Bu yüzden Go’nun kullanımı o kadar yaygın değildir çünkü neredeyse her dilde ortak olan şeyler Go’da olmayabiliyordu çünkü Google gereksiz gördüğü, işine yaramayacak şeylerden arındırılmış bir dil yarattı.

Go tamamen açık kaynaklı bir dildir, Go dilinin her satırına istediğiniz gibi bakabilir ve müdahele edebilirsiniz. Go dilini öğrenmek basittir ve basit olmasına rağmen C/C++ ile baş edebilir.

Go syntaxa çok dikkat eder, en ufak (parantez bile dahil buna) hatada Go projenizi derlerken hata verecektir.

Doğru kullanım:

func add(x int, y int) int {
return x + y
}

Yanlış kullanım:

func add(x int, y int) int
{
return x + y
}

 




Golang, Microsoft’un daha yeni yeni .Net Core ile yapmaya çalıştığı native kod olayını çok muazzam bir şekilde çözmüş. Windows ortamında derlenen Go kaynak kodu exe’ye, Unix/Linux işletim sistemlerinde derlenen Go kaynak kodu executable file dediğimiz çalıştırılabilir dosya haline gelmektedir. Golang’ın en sevdiğim özelliği: “Gerçek cross-platform” Go derleyicisi (compiler), yazmış olduğumuz kaynak kodu işletim sistemine göre, işlemcinin anlayacağı dile yani native kod’a dönüştürüyor ve tabii ki Go programlarınızı çalıştırmak için ekstra bir kurulum yapmanıza gerek kalmıyor. C++ gibi geldi değil mi? Fakat daha kolay, daha açık, daha bağımsız ve C++ kadar hızlı.

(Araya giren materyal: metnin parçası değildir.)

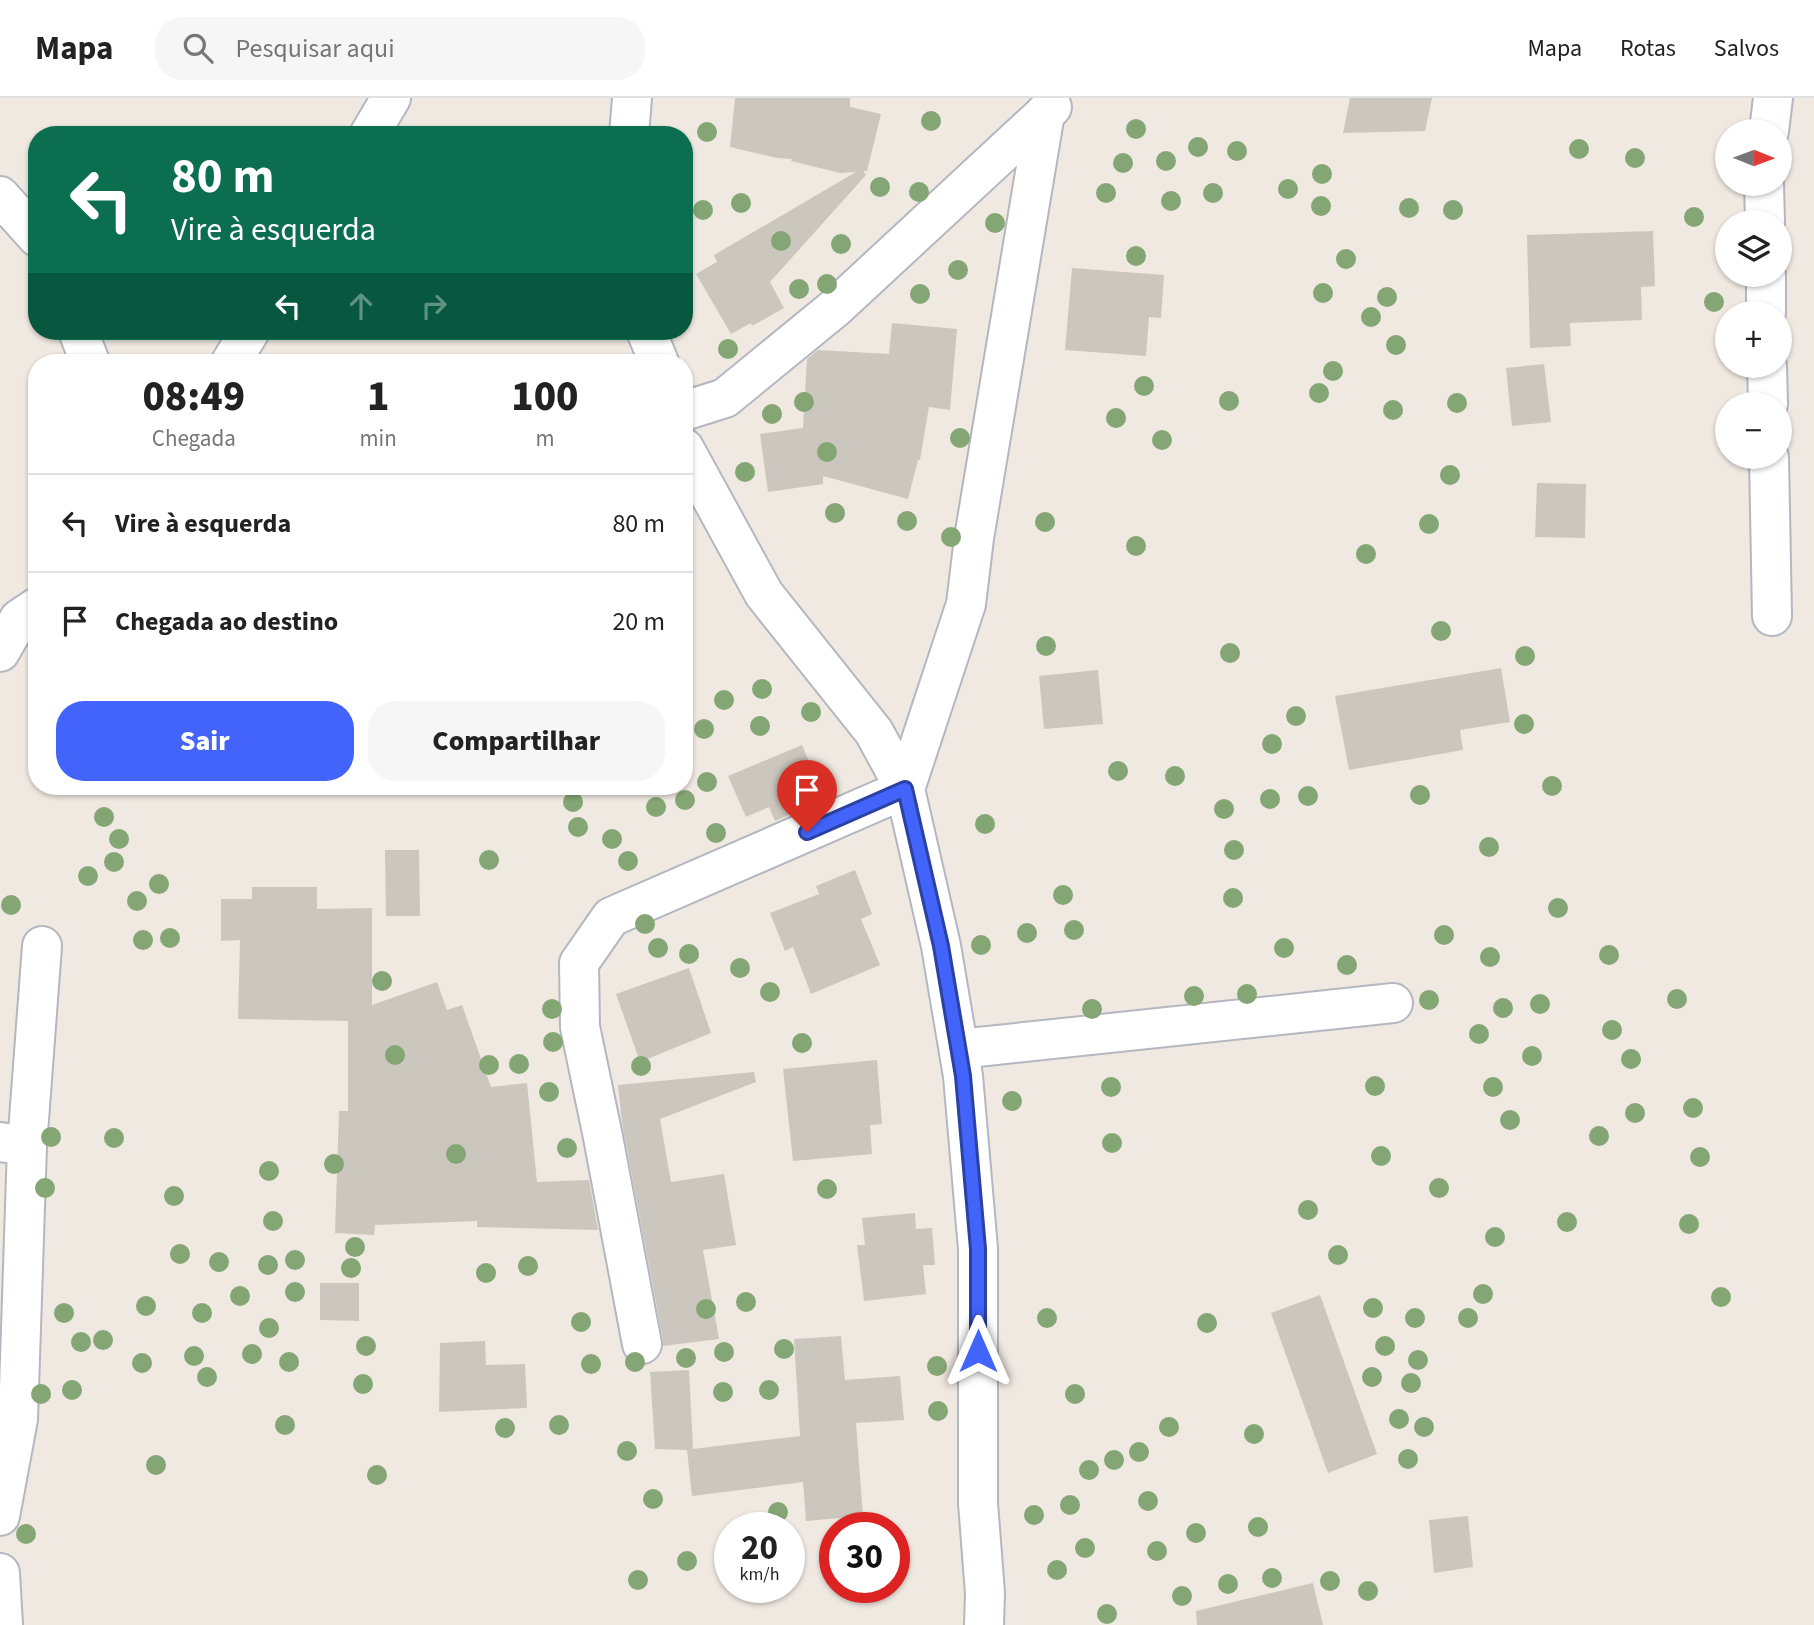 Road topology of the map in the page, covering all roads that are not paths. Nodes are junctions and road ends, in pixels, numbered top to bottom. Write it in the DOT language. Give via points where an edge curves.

Golang’ın; anlaşılması kolay, temiz söz dizimi ve kolay programlanabilirliği ile yapılabileceklerin hiçbir limiti yoktur. Öncesinde sistem programlama dili olarak tasarlanmış olsa da artık web’den tutunda IoT uygulamarına kadar birçok projede başarılı bir şekilde kullanılmaktadır. Firmalar bu yeni dile yavaş yavaş ilgi göstermeye başlamış ve muazzam projeler ortaya koymuşlardır. Örneğin bunlardan en çok bilinen ve kullanılanı Docker projesidir. Tamamen Golang ile yazılan bu açık kaynak kodlu (open-source) proje 2015’e damgasını vurmuş ve sanallaştırmada bir çığır açmıştır.